A surge arrester element has general characteristics that the element has a high resistance, provided that the element is less than the critical voltage of the element. However, if the voltage supplied to the element is greater than the critical voltage, the resistance of the element will be reduced very quickly to several tens of ohms. Therefore, if a continuous overvoltage or overcurrent is supplied to the element, the current will continue to discharge through the element, causing overheating, which may cause the element or equipment to catch fire.

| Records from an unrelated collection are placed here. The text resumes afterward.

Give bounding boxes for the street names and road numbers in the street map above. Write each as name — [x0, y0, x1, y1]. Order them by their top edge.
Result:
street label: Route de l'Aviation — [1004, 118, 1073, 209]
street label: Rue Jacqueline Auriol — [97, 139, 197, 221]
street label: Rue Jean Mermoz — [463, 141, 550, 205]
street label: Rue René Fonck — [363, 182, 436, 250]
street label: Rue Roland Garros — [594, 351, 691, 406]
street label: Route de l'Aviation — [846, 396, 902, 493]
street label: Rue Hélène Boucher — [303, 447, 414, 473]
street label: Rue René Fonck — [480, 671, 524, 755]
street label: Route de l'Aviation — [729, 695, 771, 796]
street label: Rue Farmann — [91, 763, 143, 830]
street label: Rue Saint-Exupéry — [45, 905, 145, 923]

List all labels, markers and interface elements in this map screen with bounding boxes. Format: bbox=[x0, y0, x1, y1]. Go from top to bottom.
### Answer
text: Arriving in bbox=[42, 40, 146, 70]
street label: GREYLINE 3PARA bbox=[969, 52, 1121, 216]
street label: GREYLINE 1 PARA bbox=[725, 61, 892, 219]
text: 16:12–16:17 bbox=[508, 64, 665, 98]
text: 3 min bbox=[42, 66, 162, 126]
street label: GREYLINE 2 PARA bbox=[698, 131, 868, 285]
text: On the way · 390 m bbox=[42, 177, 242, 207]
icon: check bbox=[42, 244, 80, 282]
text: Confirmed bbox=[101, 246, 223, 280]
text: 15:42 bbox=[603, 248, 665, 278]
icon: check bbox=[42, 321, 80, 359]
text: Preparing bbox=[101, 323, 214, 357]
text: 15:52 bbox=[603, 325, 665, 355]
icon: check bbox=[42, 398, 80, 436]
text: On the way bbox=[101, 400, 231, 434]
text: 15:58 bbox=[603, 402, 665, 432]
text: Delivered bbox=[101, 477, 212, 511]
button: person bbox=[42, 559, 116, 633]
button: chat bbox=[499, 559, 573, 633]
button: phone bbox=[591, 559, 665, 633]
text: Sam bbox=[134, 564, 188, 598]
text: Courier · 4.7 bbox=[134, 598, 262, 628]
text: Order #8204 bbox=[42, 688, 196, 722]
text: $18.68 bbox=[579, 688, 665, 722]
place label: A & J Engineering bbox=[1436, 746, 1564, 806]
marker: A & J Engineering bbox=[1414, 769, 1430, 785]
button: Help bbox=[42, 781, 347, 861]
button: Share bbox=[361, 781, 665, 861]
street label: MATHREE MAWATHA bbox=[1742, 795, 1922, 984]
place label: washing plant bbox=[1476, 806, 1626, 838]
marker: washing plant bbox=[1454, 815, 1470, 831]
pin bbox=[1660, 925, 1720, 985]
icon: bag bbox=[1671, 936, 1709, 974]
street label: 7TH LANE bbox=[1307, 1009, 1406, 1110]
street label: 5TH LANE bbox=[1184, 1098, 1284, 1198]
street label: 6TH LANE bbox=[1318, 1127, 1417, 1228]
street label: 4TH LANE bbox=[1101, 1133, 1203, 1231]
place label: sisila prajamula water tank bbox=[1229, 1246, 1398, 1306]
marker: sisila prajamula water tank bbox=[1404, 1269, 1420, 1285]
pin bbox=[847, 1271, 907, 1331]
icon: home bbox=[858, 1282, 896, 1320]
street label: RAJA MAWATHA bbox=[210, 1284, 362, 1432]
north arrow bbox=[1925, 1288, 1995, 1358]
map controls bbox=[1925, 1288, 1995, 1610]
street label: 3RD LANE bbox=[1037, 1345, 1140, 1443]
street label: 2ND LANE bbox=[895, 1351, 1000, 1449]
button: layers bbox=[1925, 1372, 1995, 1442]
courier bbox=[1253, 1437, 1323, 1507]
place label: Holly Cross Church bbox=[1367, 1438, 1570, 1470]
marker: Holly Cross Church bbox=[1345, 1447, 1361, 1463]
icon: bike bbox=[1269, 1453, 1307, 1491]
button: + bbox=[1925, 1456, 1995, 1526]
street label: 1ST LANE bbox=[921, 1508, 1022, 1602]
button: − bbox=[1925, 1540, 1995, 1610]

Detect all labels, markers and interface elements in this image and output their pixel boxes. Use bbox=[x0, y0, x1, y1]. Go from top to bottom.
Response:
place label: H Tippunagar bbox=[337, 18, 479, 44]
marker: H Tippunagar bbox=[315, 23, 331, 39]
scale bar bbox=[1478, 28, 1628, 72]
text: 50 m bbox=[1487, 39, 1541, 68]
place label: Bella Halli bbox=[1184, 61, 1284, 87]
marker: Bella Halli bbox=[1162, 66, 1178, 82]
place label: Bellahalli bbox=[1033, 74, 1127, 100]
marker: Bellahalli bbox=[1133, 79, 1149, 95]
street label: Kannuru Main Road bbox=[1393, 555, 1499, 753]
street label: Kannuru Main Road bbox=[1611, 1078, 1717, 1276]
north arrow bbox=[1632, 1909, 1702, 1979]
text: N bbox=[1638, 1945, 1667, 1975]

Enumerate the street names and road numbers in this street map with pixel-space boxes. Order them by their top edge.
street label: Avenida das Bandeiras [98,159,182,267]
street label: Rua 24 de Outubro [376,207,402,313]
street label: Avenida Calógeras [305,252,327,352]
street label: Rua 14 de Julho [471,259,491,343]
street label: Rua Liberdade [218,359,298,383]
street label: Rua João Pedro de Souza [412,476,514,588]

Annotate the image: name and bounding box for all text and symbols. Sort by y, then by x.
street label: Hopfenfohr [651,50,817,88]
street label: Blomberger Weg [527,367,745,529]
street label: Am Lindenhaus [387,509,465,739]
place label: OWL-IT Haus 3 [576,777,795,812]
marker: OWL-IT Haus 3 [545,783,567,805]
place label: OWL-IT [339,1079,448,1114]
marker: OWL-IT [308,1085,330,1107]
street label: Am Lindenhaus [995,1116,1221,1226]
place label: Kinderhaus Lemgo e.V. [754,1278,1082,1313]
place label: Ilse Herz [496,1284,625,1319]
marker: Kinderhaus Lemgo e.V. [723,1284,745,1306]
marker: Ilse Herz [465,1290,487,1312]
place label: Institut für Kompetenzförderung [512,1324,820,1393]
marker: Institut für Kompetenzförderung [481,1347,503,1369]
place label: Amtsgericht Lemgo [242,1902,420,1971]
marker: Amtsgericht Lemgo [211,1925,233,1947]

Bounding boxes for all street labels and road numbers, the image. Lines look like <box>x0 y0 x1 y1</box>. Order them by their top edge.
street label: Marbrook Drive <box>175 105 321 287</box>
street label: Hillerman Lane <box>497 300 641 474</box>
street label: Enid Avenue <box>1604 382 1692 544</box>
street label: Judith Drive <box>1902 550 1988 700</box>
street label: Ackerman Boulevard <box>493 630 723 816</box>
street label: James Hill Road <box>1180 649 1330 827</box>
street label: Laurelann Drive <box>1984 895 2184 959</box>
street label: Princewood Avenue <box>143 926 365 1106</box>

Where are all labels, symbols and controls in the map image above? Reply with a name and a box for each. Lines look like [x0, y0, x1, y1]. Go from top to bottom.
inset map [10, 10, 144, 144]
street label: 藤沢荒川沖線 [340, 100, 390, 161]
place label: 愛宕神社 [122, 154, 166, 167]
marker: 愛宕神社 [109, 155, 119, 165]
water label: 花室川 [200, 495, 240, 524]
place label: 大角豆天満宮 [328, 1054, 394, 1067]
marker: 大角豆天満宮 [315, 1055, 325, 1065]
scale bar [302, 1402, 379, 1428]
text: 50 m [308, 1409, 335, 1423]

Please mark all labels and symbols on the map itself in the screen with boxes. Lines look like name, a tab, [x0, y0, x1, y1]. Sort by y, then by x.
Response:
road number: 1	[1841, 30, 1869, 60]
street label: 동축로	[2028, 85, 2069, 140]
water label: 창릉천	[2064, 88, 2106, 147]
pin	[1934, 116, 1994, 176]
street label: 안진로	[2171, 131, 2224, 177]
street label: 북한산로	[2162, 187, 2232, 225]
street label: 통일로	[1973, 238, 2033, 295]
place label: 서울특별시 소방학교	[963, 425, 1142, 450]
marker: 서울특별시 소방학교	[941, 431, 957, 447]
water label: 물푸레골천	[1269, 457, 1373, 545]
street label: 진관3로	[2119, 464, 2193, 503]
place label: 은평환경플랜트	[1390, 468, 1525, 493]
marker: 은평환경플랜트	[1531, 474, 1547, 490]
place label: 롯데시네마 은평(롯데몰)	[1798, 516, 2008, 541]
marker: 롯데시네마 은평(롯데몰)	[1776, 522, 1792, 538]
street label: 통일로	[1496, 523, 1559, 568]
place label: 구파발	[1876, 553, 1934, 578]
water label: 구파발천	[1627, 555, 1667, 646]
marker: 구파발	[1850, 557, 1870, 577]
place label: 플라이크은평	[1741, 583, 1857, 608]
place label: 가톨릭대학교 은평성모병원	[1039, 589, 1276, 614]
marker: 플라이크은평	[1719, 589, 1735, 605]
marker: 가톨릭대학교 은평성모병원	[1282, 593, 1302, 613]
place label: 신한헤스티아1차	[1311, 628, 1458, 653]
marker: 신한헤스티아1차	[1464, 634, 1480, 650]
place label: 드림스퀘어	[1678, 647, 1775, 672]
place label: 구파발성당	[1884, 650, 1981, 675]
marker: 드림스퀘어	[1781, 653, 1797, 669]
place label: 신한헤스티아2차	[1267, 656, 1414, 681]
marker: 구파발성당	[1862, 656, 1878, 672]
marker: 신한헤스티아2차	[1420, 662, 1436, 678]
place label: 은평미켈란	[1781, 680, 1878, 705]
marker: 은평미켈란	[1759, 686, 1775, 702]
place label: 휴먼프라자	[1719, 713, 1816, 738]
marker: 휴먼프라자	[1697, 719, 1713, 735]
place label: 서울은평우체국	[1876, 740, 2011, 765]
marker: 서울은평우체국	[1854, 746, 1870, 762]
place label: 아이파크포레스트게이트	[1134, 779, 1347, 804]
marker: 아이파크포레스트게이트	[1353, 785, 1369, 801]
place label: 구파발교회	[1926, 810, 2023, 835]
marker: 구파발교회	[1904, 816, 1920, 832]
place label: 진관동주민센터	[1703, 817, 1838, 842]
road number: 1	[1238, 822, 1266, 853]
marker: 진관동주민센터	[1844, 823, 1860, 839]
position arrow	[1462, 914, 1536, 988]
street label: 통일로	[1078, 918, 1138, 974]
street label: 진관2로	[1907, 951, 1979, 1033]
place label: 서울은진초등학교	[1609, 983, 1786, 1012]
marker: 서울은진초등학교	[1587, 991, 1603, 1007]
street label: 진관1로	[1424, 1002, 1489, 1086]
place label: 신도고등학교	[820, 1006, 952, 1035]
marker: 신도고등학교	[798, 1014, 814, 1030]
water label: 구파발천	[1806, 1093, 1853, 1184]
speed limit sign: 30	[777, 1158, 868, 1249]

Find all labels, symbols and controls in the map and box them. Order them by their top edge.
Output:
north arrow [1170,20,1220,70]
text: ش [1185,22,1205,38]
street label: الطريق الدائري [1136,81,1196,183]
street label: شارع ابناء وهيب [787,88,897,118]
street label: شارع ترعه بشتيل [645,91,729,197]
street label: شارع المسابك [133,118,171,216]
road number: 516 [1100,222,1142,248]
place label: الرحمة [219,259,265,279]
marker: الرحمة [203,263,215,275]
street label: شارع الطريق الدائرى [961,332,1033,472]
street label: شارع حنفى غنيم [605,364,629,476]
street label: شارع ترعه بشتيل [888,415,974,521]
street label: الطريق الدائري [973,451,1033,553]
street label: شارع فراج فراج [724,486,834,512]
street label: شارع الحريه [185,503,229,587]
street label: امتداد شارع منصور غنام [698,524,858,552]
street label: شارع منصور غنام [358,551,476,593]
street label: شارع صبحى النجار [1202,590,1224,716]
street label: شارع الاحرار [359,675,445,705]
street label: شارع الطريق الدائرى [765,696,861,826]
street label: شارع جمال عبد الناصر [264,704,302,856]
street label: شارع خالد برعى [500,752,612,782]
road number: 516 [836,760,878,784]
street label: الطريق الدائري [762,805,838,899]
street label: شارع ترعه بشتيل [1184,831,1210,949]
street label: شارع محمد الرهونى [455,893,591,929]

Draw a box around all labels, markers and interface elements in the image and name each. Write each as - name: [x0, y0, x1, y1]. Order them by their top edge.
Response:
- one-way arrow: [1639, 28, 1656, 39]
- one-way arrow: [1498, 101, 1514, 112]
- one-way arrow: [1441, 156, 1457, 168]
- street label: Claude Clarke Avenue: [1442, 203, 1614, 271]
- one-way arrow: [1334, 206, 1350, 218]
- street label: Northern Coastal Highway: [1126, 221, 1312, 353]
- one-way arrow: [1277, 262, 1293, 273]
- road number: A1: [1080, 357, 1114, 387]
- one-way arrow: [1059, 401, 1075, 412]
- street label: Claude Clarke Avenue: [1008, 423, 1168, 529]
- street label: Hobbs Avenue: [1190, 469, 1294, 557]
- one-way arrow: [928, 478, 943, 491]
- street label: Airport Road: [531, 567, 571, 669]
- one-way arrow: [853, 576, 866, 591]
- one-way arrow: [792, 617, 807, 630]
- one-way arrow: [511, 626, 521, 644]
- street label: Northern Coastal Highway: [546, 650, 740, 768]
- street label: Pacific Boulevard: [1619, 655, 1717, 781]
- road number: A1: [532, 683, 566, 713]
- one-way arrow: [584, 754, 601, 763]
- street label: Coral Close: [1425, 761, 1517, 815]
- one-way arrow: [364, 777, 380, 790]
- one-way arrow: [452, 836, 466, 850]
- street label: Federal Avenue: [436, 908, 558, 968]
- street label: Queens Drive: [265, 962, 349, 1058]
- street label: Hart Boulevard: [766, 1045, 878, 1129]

It cannot usually be assumed that a sustained overvoltage or overcurrent will be fed into a surge absorbing device. However, the notion that safety measures should be taken to ensure maximum safety in the event of a failure is widespread. In one example, Underwriter's Laboratories Incorporated in the USA regulated under the consideration that fire is caused by the feeding of sustained overvoltage or overcurrent to the circuit.

Furthermore, a surge absorbing element has been used which is mounted on a substrate in such a way that a cover glass case of the surge absorbing element is directly in contact with the substrate. Therefore, the heat of the surge absorbing element generated by supplying overvoltage or overcurrent to the element is directly applied to the mounted substrate through the cover glass layer, so that overheating or fire is generated.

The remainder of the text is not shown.